▸ What you have to do
All lines from the first line of the material up to and including the line with "0 #565f6c) drop-shadow(-2px" must be copied exactly, and no others.

Source information Start Marker

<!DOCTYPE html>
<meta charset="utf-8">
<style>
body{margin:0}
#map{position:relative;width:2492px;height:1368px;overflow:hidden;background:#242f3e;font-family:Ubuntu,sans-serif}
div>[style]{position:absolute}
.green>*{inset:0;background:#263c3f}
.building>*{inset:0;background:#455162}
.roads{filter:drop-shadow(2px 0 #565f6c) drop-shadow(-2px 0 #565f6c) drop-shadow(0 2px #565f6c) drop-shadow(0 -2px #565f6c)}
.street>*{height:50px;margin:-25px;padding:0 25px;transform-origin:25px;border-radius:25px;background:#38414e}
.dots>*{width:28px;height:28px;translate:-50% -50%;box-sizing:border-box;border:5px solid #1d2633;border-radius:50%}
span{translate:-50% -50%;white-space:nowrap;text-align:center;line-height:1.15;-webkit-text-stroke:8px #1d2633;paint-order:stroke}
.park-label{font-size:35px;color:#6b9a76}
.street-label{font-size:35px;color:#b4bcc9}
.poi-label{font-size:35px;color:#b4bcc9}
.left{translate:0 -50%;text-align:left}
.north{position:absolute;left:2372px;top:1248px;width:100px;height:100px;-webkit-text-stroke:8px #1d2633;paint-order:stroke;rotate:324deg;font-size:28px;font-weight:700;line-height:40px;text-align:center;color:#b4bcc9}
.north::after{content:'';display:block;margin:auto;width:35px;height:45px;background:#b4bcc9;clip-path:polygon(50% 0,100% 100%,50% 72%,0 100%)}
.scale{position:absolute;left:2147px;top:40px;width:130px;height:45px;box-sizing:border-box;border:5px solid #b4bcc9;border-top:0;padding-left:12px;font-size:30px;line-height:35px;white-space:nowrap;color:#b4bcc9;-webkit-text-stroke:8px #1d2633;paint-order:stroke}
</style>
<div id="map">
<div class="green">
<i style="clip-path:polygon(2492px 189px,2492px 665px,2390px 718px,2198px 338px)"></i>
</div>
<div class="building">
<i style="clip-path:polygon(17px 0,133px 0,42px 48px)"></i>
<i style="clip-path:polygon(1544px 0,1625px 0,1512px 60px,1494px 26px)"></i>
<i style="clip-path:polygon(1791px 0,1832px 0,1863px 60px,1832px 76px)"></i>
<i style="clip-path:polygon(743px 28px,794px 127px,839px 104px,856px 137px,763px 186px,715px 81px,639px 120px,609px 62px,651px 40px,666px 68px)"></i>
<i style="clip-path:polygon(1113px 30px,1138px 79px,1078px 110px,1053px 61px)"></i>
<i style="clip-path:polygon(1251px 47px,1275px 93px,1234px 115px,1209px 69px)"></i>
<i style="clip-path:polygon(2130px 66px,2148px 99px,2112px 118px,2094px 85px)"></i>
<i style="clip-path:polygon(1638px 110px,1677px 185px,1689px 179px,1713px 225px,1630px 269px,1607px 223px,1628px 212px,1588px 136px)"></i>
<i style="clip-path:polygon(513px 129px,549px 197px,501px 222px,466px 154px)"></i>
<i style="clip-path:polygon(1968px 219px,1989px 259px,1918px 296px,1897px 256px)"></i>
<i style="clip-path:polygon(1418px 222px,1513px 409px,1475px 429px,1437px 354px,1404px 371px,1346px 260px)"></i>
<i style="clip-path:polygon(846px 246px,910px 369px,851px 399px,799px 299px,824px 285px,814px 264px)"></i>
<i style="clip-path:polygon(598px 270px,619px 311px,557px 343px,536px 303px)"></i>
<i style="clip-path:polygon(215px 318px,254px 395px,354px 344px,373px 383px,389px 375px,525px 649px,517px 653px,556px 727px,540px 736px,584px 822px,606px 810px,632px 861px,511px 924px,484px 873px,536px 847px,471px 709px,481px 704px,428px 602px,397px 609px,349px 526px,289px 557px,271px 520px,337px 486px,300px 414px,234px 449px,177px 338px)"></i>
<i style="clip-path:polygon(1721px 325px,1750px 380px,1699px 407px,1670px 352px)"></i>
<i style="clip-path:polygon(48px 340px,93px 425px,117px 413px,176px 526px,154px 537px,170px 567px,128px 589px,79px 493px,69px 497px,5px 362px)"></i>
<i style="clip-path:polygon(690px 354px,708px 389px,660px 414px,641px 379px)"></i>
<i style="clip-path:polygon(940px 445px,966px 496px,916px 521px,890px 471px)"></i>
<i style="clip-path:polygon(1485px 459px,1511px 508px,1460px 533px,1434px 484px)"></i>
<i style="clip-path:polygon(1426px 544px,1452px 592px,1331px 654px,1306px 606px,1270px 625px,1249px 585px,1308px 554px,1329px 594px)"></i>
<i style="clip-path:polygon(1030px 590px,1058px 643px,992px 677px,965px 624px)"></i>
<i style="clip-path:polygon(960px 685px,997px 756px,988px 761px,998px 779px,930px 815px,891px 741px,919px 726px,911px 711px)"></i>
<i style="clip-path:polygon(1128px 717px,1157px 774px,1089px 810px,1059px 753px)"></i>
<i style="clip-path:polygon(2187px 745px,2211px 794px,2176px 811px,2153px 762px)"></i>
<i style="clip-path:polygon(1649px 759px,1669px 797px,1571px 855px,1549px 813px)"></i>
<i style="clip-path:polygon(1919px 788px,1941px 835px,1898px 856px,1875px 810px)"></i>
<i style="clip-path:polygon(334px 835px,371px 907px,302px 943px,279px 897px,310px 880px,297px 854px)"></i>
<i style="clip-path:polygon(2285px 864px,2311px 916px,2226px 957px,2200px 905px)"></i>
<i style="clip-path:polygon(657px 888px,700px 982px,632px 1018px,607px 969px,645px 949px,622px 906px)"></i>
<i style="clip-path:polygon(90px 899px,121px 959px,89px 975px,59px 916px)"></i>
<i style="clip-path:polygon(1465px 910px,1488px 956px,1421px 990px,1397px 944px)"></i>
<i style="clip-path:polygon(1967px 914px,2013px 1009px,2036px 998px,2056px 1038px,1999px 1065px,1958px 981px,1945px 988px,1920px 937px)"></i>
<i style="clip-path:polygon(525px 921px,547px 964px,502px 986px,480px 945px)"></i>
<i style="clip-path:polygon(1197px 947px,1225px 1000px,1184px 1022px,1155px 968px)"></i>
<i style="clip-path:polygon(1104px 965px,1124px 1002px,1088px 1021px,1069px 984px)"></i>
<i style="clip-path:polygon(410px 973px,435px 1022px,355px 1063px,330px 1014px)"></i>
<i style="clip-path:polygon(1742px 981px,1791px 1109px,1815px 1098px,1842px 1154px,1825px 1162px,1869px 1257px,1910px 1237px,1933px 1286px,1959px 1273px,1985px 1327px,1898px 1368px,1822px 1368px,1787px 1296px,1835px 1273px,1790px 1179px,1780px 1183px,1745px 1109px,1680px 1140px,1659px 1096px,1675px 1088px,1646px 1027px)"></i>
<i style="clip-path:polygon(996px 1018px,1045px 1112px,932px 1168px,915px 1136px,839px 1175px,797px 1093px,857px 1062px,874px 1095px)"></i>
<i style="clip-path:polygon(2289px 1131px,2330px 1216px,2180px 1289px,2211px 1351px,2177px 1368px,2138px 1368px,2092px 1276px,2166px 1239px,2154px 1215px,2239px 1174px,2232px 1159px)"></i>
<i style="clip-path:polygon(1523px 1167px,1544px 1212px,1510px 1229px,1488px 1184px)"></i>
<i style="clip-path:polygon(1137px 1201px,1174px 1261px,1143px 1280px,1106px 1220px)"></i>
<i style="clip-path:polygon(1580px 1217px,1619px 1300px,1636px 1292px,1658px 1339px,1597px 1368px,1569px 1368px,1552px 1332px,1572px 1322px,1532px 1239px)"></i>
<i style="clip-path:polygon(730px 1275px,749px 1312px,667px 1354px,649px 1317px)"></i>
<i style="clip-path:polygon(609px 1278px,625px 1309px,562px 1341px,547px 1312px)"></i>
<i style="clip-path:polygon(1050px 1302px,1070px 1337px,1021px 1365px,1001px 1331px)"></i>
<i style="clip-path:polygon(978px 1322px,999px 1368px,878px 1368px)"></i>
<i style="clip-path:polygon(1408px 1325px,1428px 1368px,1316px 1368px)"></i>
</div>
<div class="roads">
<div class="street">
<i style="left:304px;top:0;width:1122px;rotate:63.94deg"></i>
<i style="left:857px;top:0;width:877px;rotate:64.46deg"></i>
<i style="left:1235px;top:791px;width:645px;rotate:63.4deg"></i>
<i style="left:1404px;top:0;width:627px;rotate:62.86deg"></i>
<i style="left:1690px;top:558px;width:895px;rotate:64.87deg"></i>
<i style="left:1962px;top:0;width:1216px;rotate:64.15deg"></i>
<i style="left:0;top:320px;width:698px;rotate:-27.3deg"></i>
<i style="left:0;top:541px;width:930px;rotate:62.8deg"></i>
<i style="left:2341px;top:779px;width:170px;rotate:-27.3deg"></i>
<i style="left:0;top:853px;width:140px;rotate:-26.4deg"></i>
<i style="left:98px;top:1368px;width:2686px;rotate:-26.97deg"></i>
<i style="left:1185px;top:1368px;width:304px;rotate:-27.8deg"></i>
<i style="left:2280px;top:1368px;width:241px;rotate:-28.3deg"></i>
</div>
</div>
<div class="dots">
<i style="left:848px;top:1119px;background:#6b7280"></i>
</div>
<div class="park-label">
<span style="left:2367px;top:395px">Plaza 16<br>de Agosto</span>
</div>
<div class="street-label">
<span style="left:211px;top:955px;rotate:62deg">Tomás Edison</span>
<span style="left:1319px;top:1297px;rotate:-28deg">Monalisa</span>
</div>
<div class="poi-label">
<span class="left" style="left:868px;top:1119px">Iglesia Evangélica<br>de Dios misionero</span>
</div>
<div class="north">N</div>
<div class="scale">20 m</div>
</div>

Source information End Marker

▸ Result
<!DOCTYPE html>
<meta charset="utf-8">
<style>
body{margin:0}
#map{position:relative;width:2492px;height:1368px;overflow:hidden;background:#242f3e;font-family:Ubuntu,sans-serif}
div>[style]{position:absolute}
.green>*{inset:0;background:#263c3f}
.building>*{inset:0;background:#455162}
.roads{filter:drop-shadow(2px 0 #565f6c) drop-shadow(-2px 0 #565f6c) drop-shadow(0 2px #565f6c) drop-shadow(0 -2px #565f6c)}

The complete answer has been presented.